TRY IT
What you return must be the lines of the data that hold the word "Benstar".

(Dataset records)
==*==
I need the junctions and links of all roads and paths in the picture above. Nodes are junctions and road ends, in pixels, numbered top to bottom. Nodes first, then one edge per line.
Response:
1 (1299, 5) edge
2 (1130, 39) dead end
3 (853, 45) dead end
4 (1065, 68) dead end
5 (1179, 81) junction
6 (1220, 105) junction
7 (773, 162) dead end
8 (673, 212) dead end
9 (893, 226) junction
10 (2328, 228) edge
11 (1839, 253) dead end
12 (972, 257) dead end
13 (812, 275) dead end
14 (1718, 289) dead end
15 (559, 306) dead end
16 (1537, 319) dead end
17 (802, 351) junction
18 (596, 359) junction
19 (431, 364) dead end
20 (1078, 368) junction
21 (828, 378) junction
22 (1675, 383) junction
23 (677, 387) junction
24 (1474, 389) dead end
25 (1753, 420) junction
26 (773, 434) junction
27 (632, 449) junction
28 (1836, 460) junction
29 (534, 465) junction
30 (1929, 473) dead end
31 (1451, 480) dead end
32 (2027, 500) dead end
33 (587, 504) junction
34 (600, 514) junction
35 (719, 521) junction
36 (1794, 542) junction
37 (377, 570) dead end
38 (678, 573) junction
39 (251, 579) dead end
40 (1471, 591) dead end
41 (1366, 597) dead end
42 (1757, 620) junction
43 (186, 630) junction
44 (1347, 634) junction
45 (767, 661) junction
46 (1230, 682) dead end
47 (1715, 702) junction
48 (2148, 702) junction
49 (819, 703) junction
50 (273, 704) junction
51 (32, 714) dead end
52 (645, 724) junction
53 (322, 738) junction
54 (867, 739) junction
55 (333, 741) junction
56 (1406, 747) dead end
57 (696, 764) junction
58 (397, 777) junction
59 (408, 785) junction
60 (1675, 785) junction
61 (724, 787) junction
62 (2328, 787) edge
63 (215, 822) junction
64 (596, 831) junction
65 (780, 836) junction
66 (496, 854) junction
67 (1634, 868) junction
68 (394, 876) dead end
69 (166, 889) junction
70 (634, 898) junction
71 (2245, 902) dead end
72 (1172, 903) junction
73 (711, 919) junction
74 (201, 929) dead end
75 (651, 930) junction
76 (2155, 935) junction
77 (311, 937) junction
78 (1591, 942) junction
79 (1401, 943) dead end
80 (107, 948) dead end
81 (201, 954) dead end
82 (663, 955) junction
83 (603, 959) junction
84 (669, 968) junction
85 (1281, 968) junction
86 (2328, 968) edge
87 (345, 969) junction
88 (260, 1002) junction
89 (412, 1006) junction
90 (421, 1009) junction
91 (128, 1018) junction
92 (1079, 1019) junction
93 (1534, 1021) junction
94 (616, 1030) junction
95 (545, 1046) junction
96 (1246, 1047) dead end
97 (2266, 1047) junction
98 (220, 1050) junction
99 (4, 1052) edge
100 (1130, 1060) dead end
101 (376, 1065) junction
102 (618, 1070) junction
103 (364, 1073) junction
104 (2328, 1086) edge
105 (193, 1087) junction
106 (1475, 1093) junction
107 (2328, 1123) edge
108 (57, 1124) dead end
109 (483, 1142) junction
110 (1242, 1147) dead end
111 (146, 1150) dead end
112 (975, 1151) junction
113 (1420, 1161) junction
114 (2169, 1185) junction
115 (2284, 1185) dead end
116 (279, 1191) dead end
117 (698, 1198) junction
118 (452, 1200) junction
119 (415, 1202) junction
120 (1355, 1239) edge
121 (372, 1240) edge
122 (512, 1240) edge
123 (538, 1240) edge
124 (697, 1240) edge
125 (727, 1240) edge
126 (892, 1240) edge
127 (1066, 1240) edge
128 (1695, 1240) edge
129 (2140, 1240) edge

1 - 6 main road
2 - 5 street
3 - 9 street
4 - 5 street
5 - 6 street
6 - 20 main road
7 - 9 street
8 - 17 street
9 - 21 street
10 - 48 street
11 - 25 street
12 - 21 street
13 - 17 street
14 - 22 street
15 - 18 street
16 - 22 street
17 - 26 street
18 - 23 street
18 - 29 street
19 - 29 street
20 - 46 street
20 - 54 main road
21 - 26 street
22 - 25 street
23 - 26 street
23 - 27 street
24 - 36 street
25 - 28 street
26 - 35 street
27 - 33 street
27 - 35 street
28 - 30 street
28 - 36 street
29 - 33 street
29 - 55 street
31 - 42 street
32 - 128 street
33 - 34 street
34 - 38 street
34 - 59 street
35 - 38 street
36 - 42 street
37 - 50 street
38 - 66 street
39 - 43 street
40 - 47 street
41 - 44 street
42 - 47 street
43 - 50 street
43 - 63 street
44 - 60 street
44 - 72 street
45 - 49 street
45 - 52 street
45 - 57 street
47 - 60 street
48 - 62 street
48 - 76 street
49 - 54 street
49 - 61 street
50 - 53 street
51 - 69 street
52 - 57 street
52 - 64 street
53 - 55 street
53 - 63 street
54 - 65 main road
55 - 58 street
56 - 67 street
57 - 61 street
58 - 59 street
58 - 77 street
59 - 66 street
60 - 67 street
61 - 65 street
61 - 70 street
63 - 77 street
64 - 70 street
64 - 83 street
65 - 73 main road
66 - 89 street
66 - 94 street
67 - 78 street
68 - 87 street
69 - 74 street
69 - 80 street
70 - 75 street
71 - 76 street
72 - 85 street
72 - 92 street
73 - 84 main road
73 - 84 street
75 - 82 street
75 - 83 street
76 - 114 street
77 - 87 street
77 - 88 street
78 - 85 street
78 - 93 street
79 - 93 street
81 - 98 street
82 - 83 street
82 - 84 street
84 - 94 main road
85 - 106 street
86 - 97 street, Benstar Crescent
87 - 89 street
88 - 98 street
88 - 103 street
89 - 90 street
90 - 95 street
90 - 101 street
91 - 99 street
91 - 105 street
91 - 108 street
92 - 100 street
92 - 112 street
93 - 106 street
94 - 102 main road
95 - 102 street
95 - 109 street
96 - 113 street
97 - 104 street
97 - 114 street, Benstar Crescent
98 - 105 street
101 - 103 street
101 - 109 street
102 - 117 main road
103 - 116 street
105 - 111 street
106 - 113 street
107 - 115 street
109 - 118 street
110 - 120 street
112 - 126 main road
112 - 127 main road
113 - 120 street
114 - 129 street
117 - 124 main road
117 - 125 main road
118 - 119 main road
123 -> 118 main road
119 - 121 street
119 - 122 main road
==*==
ANSWER TO THIS TASK
86 - 97 street, Benstar Crescent
97 - 114 street, Benstar Crescent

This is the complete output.